The U.S. Supreme Court has had an abysmal record on protecting the rights of Americans in its decisions but occasionally, it gets a thing or two right. Just recently, in a unanimous decision, the court upheld First Amendment protections to defend the use of offensive terms often defined as “hate speech.” In the case of Matal v. Tam, Justice Samuel Alito remarked on the decision that “[The idea that the government may restrict] speech expressing ideas that offend … strikes at the heart of the First Amendment. Speech that demeans on the basis of race, ethnicity, gender, religion, age, disability, or any other similar ground is hateful; but the proudest boast of our free speech jurisprudence is that we protect the freedom to express “the thought that we hate.””

He couldn’t be more right. While it’s certainly true that speech can be downright hurtful at times and people can spout the most egregious examples of foulness, under the law, it must be protected all the same. History offers up too many examples of what happens when a society accepts a government that strictly regulates what people can and can’t say.
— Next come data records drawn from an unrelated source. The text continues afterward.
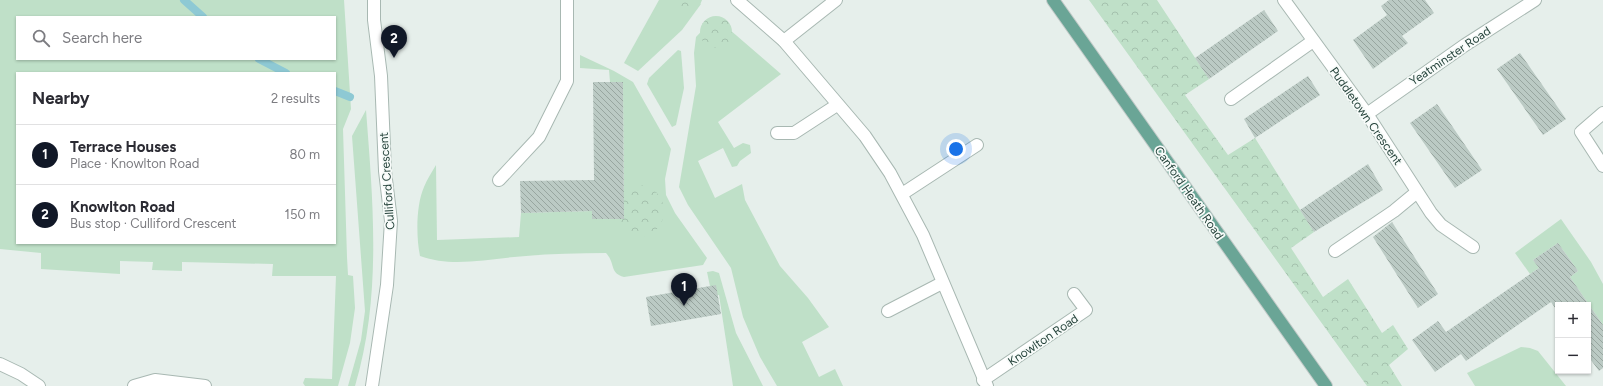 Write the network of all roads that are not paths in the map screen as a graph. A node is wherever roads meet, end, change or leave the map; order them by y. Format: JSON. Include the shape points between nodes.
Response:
{"nodes":[{"id":1,"x":374,"y":0,"type":"edge"},
{"id":2,"x":567,"y":0,"type":"edge"},
{"id":3,"x":737,"y":0,"type":"edge"},
{"id":4,"x":836,"y":0,"type":"edge"},
{"id":5,"x":1053,"y":0,"type":"edge"},
{"id":6,"x":1284,"y":0,"type":"edge"},
{"id":7,"x":1535,"y":0,"type":"edge"},
{"id":8,"x":784,"y":41,"type":"junction"},
{"id":9,"x":1313,"y":41,"type":"junction"},
{"id":10,"x":1231,"y":99,"type":"dead end"},
{"id":11,"x":838,"y":105,"type":"junction"},
{"id":12,"x":1603,"y":113,"type":"edge"},
{"id":13,"x":1367,"y":114,"type":"junction"},
{"id":14,"x":777,"y":132,"type":"dead end"},
{"id":15,"x":977,"y":145,"type":"dead end"},
{"id":16,"x":1603,"y":166,"type":"edge"},
{"id":17,"x":499,"y":180,"type":"dead end"},
{"id":18,"x":1417,"y":192,"type":"junction"},
{"id":19,"x":902,"y":194,"type":"junction"},
{"id":20,"x":1473,"y":247,"type":"dead end"},
{"id":21,"x":1335,"y":251,"type":"dead end"},
{"id":22,"x":942,"y":284,"type":"junction"},
{"id":23,"x":1074,"y":294,"type":"dead end"},
{"id":24,"x":888,"y":311,"type":"dead end"},
{"id":25,"x":0,"y":364,"type":"edge"},
{"id":26,"x":985,"y":383,"type":"edge"},
{"id":27,"x":376,"y":385,"type":"edge"},
{"id":28,"x":40,"y":386,"type":"edge"},
{"id":29,"x":134,"y":386,"type":"edge"},
{"id":30,"x":205,"y":386,"type":"edge"},
{"id":31,"x":1326,"y":386,"type":"edge"}],
"edges":[{"from":1,"to":27,"type":"street","name":"Culliford Crescent","via":[[381,76],[385,171],[391,221]]},
{"from":2,"to":17,"type":"street","via":[[567,81],[539,137]]},
{"from":3,"to":8,"type":"street","name":"Knowlton Road"},
{"from":4,"to":8,"type":"street"},
{"from":5,"to":31,"type":"main road","name":"Canford Heath Road"},
{"from":6,"to":9,"type":"street","name":"Puddletown Crescent"},
{"from":7,"to":13,"type":"street","name":"Yeatminster Road","via":[[1465,45]]},
{"from":8,"to":11,"type":"street","name":"Knowlton Road"},
{"from":9,"to":10,"type":"street"},
{"from":9,"to":13,"type":"street","name":"Puddletown Crescent"},
{"from":11,"to":14,"type":"street","via":[[794,133]]},
{"from":11,"to":19,"type":"street","name":"Knowlton Road","via":[[866,136]]},
{"from":12,"to":16,"type":"street","via":[[1581,132]]},
{"from":13,"to":18,"type":"street","name":"Puddletown Crescent"},
{"from":15,"to":19,"type":"street"},
{"from":18,"to":20,"type":"street","name":"Puddletown Crescent","via":[[1442,225]]},
{"from":18,"to":21,"type":"street"},
{"from":19,"to":22,"type":"street","name":"Knowlton Road"},
{"from":22,"to":24,"type":"street"},
{"from":22,"to":26,"type":"street","name":"Knowlton Road"},
{"from":23,"to":26,"type":"street","name":"Knowlton Road","via":[[1086,310]]},
{"from":25,"to":28,"type":"street"},
{"from":29,"to":30,"type":"street","via":[[155,380]]}]}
The worst of authoritarian regimes have thrived on the ability to censor the speech of its populace and great injustices have been committed against those simply expressing their own beliefs. Unfortunately, many in the Millennial generation don’t quite understand this. They’d rather enforce a strict political correctness that stifles an individual’s right to speak without fear of oppression. For them, words hurt just a harshly as sticks and stones.

Nevertheless, this is a promising victory for proponents of free speech and a step forward in scaling back the realm of political correctness.